[Opening Supplied records section]
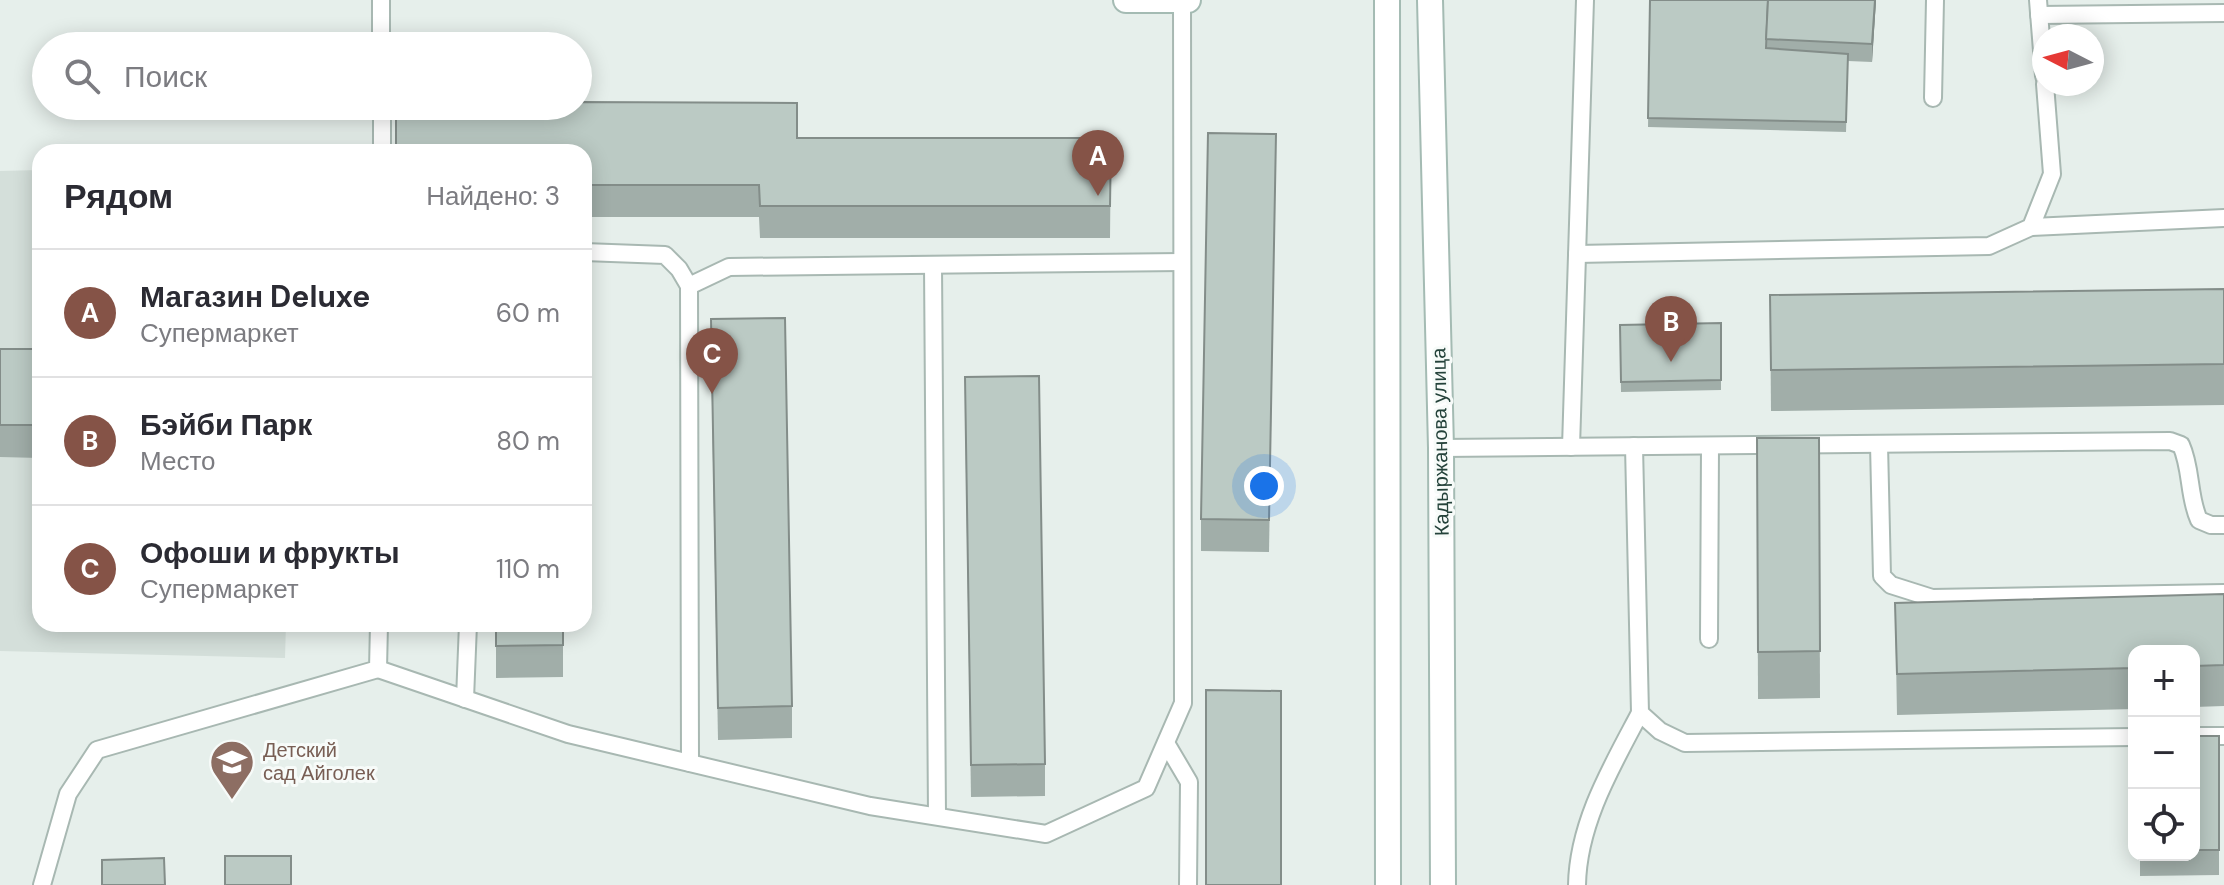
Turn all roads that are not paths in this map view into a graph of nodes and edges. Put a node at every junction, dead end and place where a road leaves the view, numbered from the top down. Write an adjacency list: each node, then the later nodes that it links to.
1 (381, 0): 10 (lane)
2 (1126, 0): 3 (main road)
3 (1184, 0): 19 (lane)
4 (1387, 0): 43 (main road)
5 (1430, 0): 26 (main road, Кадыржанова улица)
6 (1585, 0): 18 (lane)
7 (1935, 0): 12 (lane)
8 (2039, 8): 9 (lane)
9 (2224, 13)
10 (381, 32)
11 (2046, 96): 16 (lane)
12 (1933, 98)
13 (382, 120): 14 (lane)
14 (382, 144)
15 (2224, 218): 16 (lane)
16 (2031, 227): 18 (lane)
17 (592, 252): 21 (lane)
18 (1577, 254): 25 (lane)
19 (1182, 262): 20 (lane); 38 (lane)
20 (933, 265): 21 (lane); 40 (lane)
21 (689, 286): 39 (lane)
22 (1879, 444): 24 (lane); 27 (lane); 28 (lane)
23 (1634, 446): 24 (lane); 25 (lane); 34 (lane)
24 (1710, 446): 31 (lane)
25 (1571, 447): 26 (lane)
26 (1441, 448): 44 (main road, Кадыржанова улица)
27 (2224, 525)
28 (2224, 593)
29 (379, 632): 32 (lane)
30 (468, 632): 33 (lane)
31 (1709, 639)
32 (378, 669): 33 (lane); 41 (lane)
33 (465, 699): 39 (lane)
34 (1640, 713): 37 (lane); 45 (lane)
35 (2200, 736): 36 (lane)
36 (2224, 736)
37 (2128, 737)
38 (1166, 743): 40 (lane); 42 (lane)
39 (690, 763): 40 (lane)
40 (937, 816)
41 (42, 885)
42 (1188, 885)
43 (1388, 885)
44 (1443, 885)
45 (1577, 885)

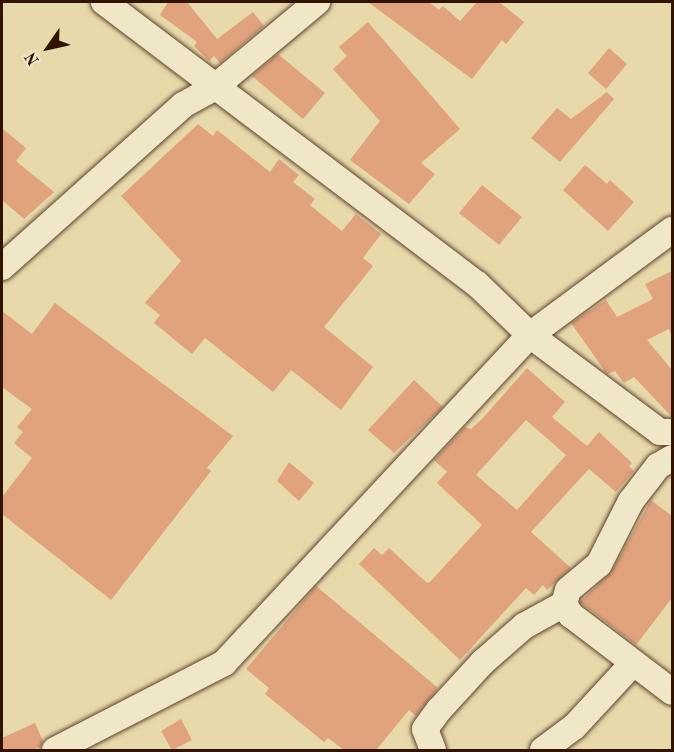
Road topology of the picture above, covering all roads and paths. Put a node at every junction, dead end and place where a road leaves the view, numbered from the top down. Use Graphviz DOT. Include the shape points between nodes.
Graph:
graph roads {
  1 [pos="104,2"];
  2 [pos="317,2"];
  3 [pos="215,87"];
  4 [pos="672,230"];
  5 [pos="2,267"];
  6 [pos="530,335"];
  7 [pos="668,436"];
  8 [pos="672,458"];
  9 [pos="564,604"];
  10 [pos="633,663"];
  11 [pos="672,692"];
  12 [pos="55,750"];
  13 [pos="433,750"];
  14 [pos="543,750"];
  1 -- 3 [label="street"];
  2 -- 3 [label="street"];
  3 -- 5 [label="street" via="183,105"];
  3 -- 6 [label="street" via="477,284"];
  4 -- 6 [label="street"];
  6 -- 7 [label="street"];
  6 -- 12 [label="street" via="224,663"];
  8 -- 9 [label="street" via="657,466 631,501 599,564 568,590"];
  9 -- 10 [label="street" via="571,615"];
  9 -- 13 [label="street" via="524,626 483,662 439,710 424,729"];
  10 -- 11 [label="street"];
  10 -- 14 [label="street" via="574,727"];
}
[Closing Supplied records section]
[Opening Supplied records section]
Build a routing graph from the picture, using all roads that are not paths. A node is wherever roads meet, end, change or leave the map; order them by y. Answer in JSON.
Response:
[Closing Supplied records section]
§ **To do**:
All lines holding the word "picture" must be found in the listing and copied.

§ **Written response**:
Road topology of the picture above, covering all roads and paths. Put a node at every junction, dead end and place where a road leaves the view, numbered from the top down. Use Graphviz DOT. Include the shape points between nodes.
Build a routing graph from the picture, using all roads that are not paths. A node is wherever roads meet, end, change or leave the map; order them by y. Answer in JSON.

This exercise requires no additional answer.